Repeat each entry word for word.

——————

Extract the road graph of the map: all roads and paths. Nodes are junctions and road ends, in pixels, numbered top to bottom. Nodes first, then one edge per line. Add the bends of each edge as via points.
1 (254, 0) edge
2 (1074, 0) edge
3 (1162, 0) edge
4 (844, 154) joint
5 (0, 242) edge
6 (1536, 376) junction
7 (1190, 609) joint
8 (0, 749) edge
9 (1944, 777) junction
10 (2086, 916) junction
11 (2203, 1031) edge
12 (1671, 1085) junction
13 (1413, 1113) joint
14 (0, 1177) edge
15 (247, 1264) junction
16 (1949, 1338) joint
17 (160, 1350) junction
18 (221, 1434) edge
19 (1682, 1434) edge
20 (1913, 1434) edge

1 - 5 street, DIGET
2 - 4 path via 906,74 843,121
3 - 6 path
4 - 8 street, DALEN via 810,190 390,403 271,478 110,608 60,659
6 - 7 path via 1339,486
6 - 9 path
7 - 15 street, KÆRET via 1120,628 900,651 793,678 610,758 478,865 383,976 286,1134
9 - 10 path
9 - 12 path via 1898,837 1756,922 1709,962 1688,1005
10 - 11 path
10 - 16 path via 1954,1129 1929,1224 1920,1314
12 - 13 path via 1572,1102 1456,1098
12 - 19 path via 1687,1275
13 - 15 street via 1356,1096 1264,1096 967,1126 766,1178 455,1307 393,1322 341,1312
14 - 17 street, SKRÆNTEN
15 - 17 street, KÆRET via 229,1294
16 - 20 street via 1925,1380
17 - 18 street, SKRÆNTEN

——————

## ANSWER TO THIS EXERCISE
Extract the road graph of the map: all roads and paths. Nodes are junctions and road ends, in pixels, numbered top to bottom. Nodes first, then one edge per line. Add the bends of each edge as via points.
1 (254, 0) edge
2 (1074, 0) edge
3 (1162, 0) edge
4 (844, 154) joint
5 (0, 242) edge
6 (1536, 376) junction
7 (1190, 609) joint
8 (0, 749) edge
9 (1944, 777) junction
10 (2086, 916) junction
11 (2203, 1031) edge
12 (1671, 1085) junction
13 (1413, 1113) joint
14 (0, 1177) edge
15 (247, 1264) junction
16 (1949, 1338) joint
17 (160, 1350) junction
18 (221, 1434) edge
19 (1682, 1434) edge
20 (1913, 1434) edge

1 - 5 street, DIGET
2 - 4 path via 906,74 843,121
3 - 6 path
4 - 8 street, DALEN via 810,190 390,403 271,478 110,608 60,659
6 - 7 path via 1339,486
6 - 9 path
7 - 15 street, KÆRET via 1120,628 900,651 793,678 610,758 478,865 383,976 286,1134
9 - 10 path
9 - 12 path via 1898,837 1756,922 1709,962 1688,1005
10 - 11 path
10 - 16 path via 1954,1129 1929,1224 1920,1314
12 - 13 path via 1572,1102 1456,1098
12 - 19 path via 1687,1275
13 - 15 street via 1356,1096 1264,1096 967,1126 766,1178 455,1307 393,1322 341,1312
14 - 17 street, SKRÆNTEN
15 - 17 street, KÆRET via 229,1294
16 - 20 street via 1925,1380
17 - 18 street, SKRÆNTEN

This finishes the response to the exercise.